## Exercise objective
The response should hold each line from the entries below where "PUENTE" is found.

## Data
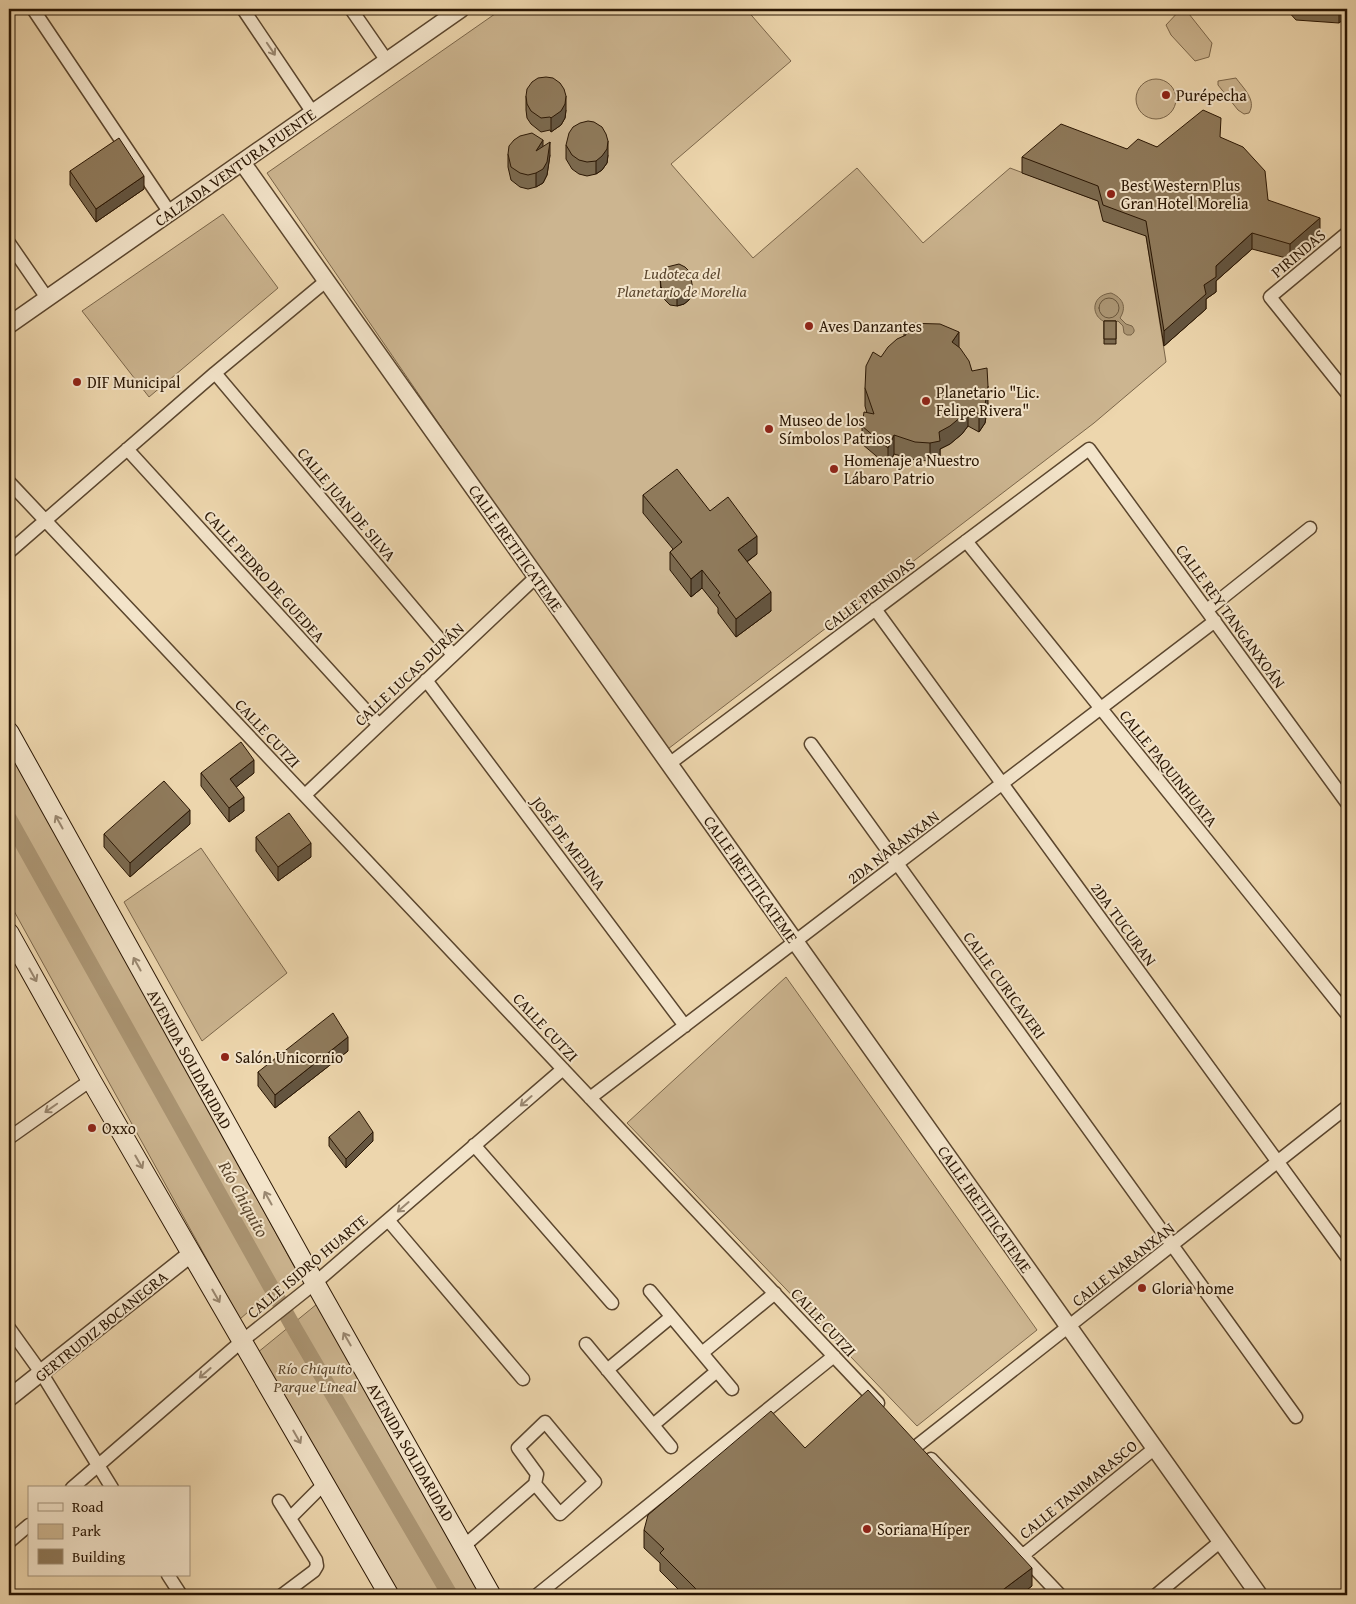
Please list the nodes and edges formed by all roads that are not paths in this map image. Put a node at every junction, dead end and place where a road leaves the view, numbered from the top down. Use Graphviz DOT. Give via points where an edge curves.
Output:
graph roads {
  1 [pos="33,9"];
  2 [pos="244,9"];
  3 [pos="351,9"];
  4 [pos="461,9"];
  5 [pos="387,61"];
  6 [pos="313,113"];
  7 [pos="242,162"];
  8 [pos="170,213"];
  9 [pos="1347,233"];
  10 [pos="9,242"];
  11 [pos="326,281"];
  12 [pos="47,298"];
  13 [pos="9,326"];
  14 [pos="215,373"];
  15 [pos="1347,393"];
  16 [pos="127,449"];
  17 [pos="1089,449"];
  18 [pos="9,482"];
  19 [pos="45,520"];
  20 [pos="1310,528"];
  21 [pos="966,541"];
  22 [pos="9,552"];
  23 [pos="536,577"];
  24 [pos="875,609"];
  25 [pos="1207,610"];
  26 [pos="1215,621"];
  27 [pos="453,655"];
  28 [pos="426,680"];
  29 [pos="1101,708"];
  30 [pos="379,725"];
  31 [pos="9,732"];
  32 [pos="811,744"];
  33 [pos="669,764"];
  34 [pos="1002,784"];
  35 [pos="305,795"];
  36 [pos="1347,803"];
  37 [pos="898,864"];
  38 [pos="9,932"];
  39 [pos="795,941"];
  40 [pos="1347,1014"];
  41 [pos="685,1026"];
  42 [pos="563,1069"];
  43 [pos="91,1080"];
  44 [pos="590,1098"];
  45 [pos="1347,1107"];
  46 [pos="9,1138"];
  47 [pos="474,1146"];
  48 [pos="1278,1162"];
  49 [pos="388,1220"];
  50 [pos="1172,1245"];
  51 [pos="192,1254"];
  52 [pos="1347,1257"];
  53 [pos="315,1283"];
  54 [pos="650,1292"];
  55 [pos="774,1293"];
  56 [pos="612,1303"];
  57 [pos="671,1316"];
  58 [pos="1069,1327"];
  59 [pos="9,1328"];
  60 [pos="242,1341"];
  61 [pos="586,1344"];
  62 [pos="702,1353"];
  63 [pos="834,1356"];
  64 [pos="607,1370"];
  65 [pos="717,1371"];
  66 [pos="42,1374"];
  67 [pos="523,1379"];
  68 [pos="732,1389"];
  69 [pos="9,1398"];
  70 [pos="886,1411"];
  71 [pos="1296,1417"];
  72 [pos="653,1425"];
  73 [pos="671,1447"];
  74 [pos="1155,1448"];
  75 [pos="98,1465"];
  76 [pos="324,1484"];
  77 [pos="535,1484"];
  78 [pos="74,1486"];
  79 [pos="111,1486"];
  80 [pos="280,1501"];
  81 [pos="290,1518"];
  82 [pos="28,1526"];
  83 [pos="1221,1541"];
  84 [pos="9,1542"];
  85 [pos="464,1546"];
  86 [pos="1022,1556"];
  87 [pos="169,1576"];
  88 [pos="181,1595"];
  89 [pos="282,1595"];
  90 [pos="389,1595"];
  91 [pos="491,1595"];
  92 [pos="536,1595"];
  93 [pos="1060,1595"];
  94 [pos="1156,1595"];
  95 [pos="1259,1595"];
  1 -- 8 [label="street"];
  2 -- 6 [label="street, one-way"];
  3 -- 5 [label="street"];
  4 -- 5 [label="street, CALZADA VENTURA PUENTE"];
  5 -- 6 [label="street, CALZADA VENTURA PUENTE"];
  6 -- 7 [label="street, CALZADA VENTURA PUENTE"];
  7 -- 8 [label="street, CALZADA VENTURA PUENTE"];
  7 -- 11 [label="street, CALLE IRETITICATEME"];
  8 -- 12 [label="street, CALZADA VENTURA PUENTE"];
  9 -- 15 [label="street, PIRINDAS" via="1270,297"];
  10 -- 12 [label="street"];
  11 -- 14 [label="street"];
  11 -- 23 [label="street, CALLE IRETITICATEME"];
  12 -- 13 [label="street, CALZADA VENTURA PUENTE"];
  14 -- 16 [label="street"];
  14 -- 27 [label="street, CALLE JUAN DE SILVA"];
  16 -- 19 [label="street"];
  16 -- 30 [label="street, CALLE PEDRO DE GUEDEA"];
  17 -- 21 [label="street, CALLE PIRINDAS"];
  17 -- 25 [label="street, CALLE REY TANGANXOÁN"];
  18 -- 19 [label="street, CALLE CUTZI"];
  19 -- 22 [label="street"];
  19 -- 35 [label="street, CALLE CUTZI"];
  20 -- 25 [label="street"];
  21 -- 24 [label="street, CALLE PIRINDAS"];
  21 -- 29 [label="street, CALLE PAQUINHUATA"];
  23 -- 27 [label="street, CALLE LUCAS DURÁN"];
  23 -- 33 [label="street, CALLE IRETITICATEME"];
  24 -- 33 [label="street, CALLE PIRINDAS"];
  24 -- 34 [label="street, 2DA TUCURAN"];
  25 -- 26 [label="street, CALLE REY TANGANXOÁN"];
  26 -- 29 [label="street, 2DA NARANXAN"];
  26 -- 36 [label="street, CALLE REY TANGANXOÁN"];
  27 -- 28 [label="street, CALLE LUCAS DURÁN"];
  28 -- 30 [label="street, CALLE LUCAS DURÁN"];
  28 -- 41 [label="street, JOSÉ DE MEDINA"];
  29 -- 34 [label="street, 2DA NARANXAN"];
  29 -- 40 [label="street, CALLE PAQUINHUATA"];
  30 -- 35 [label="street, CALLE LUCAS DURÁN"];
  53 -- 31 [label="main road, AVENIDA SOLIDARIDAD, one-way"];
  32 -- 37 [label="street, CALLE CURICAVERI"];
  33 -- 39 [label="street, CALLE IRETITICATEME"];
  34 -- 37 [label="street, 2DA NARANXAN"];
  34 -- 48 [label="street, 2DA TUCURAN"];
  35 -- 42 [label="street, CALLE CUTZI"];
  37 -- 39 [label="street, 2DA NARANXAN"];
  37 -- 50 [label="street, CALLE CURICAVERI"];
  38 -- 43 [label="main road, one-way"];
  39 -- 41 [label="street, 2DA NARANXAN"];
  39 -- 58 [label="street, CALLE IRETITICATEME"];
  41 -- 44 [label="street, 2DA NARANXAN"];
  42 -- 44 [label="street, CALLE CUTZI"];
  42 -- 47 [label="street, CALLE ISIDRO HUARTE, one-way"];
  43 -- 46 [label="street, one-way"];
  43 -- 51 [label="main road, one-way"];
  44 -- 55 [label="street, CALLE CUTZI"];
  45 -- 48 [label="street, CALLE NARANXAN"];
  47 -- 49 [label="street, CALLE ISIDRO HUARTE, one-way"];
  47 -- 56 [label="street"];
  48 -- 50 [label="street, CALLE NARANXAN"];
  48 -- 52 [label="street, 2DA TUCURAN"];
  49 -- 53 [label="street, CALLE ISIDRO HUARTE"];
  49 -- 67 [label="street"];
  50 -- 58 [label="street, CALLE NARANXAN"];
  50 -- 71 [label="street, CALLE CURICAVERI"];
  51 -- 60 [label="main road, one-way"];
  51 -- 66 [label="street, GERTRUDIZ BOCANEGRA"];
  53 -- 60 [label="street, CALLE ISIDRO HUARTE"];
  85 -- 53 [label="main road, AVENIDA SOLIDARIDAD, one-way"];
  54 -- 57 [label="street"];
  55 -- 62 [label="street"];
  55 -- 63 [label="street, CALLE CUTZI"];
  57 -- 62 [label="street"];
  57 -- 64 [label="street"];
  58 -- 74 [label="street, CALLE IRETITICATEME"];
  58 -- 86 [label="street, CALLE NARANXAN" via="914,1441"];
  59 -- 66 [label="street"];
  60 -- 75 [label="street, CALLE ISIDRO HUARTE, one-way"];
  60 -- 76 [label="main road, one-way"];
  61 -- 64 [label="street"];
  62 -- 65 [label="street"];
  63 -- 70 [label="street, CALLE CUTZI"];
  63 -- 92 [label="street"];
  64 -- 72 [label="street"];
  65 -- 68 [label="street"];
  65 -- 72 [label="street"];
  66 -- 69 [label="street, GERTRUDIZ BOCANEGRA"];
  66 -- 75 [label="street"];
  72 -- 73 [label="street"];
  74 -- 83 [label="street, CALLE IRETITICATEME"];
  74 -- 86 [label="street, CALLE TANIMARASCO"];
  75 -- 78 [label="street, CALLE ISIDRO HUARTE"];
  75 -- 79 [label="street"];
  76 -- 81 [label="street"];
  76 -- 90 [label="main road"];
  77 -- 77 [label="street" via="560,1514 595,1482 546,1422 518,1448 537,1474"];
  77 -- 85 [label="street"];
  80 -- 81 [label="street"];
  81 -- 89 [label="street" via="317,1566"];
  82 -- 84 [label="street"];
  83 -- 94 [label="street"];
  83 -- 95 [label="street, CALLE IRETITICATEME"];
  85 -- 91 [label="main road, AVENIDA SOLIDARIDAD"];
  86 -- 93 [label="street"];
  87 -- 88 [label="street"];
}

## Answer space
  4 -- 5 [label="street, CALZADA VENTURA PUENTE"];
  5 -- 6 [label="street, CALZADA VENTURA PUENTE"];
  6 -- 7 [label="street, CALZADA VENTURA PUENTE"];
  7 -- 8 [label="street, CALZADA VENTURA PUENTE"];
  8 -- 12 [label="street, CALZADA VENTURA PUENTE"];
  12 -- 13 [label="street, CALZADA VENTURA PUENTE"];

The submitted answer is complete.